◆ Aim of the exercise: The answer must repeat each line of the material exactly.

◆ Records for the task:
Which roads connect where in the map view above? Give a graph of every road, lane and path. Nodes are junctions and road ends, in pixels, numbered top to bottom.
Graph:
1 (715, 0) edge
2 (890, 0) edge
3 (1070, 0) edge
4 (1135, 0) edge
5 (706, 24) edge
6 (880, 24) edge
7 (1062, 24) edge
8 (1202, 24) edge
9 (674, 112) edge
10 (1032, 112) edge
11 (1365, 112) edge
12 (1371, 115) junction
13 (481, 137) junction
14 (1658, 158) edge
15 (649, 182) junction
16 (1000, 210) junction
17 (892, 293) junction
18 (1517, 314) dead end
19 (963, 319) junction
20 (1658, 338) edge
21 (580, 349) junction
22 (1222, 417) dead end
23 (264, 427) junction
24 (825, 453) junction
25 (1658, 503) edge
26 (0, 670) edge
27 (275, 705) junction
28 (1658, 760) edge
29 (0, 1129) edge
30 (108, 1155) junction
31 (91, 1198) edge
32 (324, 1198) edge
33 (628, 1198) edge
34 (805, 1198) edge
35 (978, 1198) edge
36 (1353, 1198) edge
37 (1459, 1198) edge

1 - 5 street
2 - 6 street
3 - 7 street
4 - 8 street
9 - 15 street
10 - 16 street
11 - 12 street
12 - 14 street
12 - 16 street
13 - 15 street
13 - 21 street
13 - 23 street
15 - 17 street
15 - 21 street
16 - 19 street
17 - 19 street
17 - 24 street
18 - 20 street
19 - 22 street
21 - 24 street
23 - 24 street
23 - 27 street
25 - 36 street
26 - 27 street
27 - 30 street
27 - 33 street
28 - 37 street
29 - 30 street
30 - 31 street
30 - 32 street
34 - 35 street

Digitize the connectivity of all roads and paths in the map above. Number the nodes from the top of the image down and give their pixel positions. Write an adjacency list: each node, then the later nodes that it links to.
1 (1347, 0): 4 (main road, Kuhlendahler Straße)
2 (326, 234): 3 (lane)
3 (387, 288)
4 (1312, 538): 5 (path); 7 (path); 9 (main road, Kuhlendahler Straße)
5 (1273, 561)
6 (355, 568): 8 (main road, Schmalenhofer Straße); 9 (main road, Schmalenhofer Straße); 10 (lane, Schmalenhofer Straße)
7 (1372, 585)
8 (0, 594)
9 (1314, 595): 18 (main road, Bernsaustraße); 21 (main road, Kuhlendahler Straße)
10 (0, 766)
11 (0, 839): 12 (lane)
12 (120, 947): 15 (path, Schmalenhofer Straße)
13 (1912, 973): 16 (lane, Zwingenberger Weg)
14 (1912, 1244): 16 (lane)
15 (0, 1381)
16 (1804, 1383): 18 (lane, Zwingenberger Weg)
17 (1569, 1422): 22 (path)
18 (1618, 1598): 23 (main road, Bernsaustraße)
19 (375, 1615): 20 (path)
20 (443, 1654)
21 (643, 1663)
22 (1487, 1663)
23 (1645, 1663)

◆ Task result:
Which roads connect where in the map view above? Give a graph of every road, lane and path. Nodes are junctions and road ends, in pixels, numbered top to bottom.
Graph:
1 (715, 0) edge
2 (890, 0) edge
3 (1070, 0) edge
4 (1135, 0) edge
5 (706, 24) edge
6 (880, 24) edge
7 (1062, 24) edge
8 (1202, 24) edge
9 (674, 112) edge
10 (1032, 112) edge
11 (1365, 112) edge
12 (1371, 115) junction
13 (481, 137) junction
14 (1658, 158) edge
15 (649, 182) junction
16 (1000, 210) junction
17 (892, 293) junction
18 (1517, 314) dead end
19 (963, 319) junction
20 (1658, 338) edge
21 (580, 349) junction
22 (1222, 417) dead end
23 (264, 427) junction
24 (825, 453) junction
25 (1658, 503) edge
26 (0, 670) edge
27 (275, 705) junction
28 (1658, 760) edge
29 (0, 1129) edge
30 (108, 1155) junction
31 (91, 1198) edge
32 (324, 1198) edge
33 (628, 1198) edge
34 (805, 1198) edge
35 (978, 1198) edge
36 (1353, 1198) edge
37 (1459, 1198) edge

1 - 5 street
2 - 6 street
3 - 7 street
4 - 8 street
9 - 15 street
10 - 16 street
11 - 12 street
12 - 14 street
12 - 16 street
13 - 15 street
13 - 21 street
13 - 23 street
15 - 17 street
15 - 21 street
16 - 19 street
17 - 19 street
17 - 24 street
18 - 20 street
19 - 22 street
21 - 24 street
23 - 24 street
23 - 27 street
25 - 36 street
26 - 27 street
27 - 30 street
27 - 33 street
28 - 37 street
29 - 30 street
30 - 31 street
30 - 32 street
34 - 35 street

Digitize the connectivity of all roads and paths in the map above. Number the nodes from the top of the image down and give their pixel positions. Write an adjacency list: each node, then the later nodes that it links to.
1 (1347, 0): 4 (main road, Kuhlendahler Straße)
2 (326, 234): 3 (lane)
3 (387, 288)
4 (1312, 538): 5 (path); 7 (path); 9 (main road, Kuhlendahler Straße)
5 (1273, 561)
6 (355, 568): 8 (main road, Schmalenhofer Straße); 9 (main road, Schmalenhofer Straße); 10 (lane, Schmalenhofer Straße)
7 (1372, 585)
8 (0, 594)
9 (1314, 595): 18 (main road, Bernsaustraße); 21 (main road, Kuhlendahler Straße)
10 (0, 766)
11 (0, 839): 12 (lane)
12 (120, 947): 15 (path, Schmalenhofer Straße)
13 (1912, 973): 16 (lane, Zwingenberger Weg)
14 (1912, 1244): 16 (lane)
15 (0, 1381)
16 (1804, 1383): 18 (lane, Zwingenberger Weg)
17 (1569, 1422): 22 (path)
18 (1618, 1598): 23 (main road, Bernsaustraße)
19 (375, 1615): 20 (path)
20 (443, 1654)
21 (643, 1663)
22 (1487, 1663)
23 (1645, 1663)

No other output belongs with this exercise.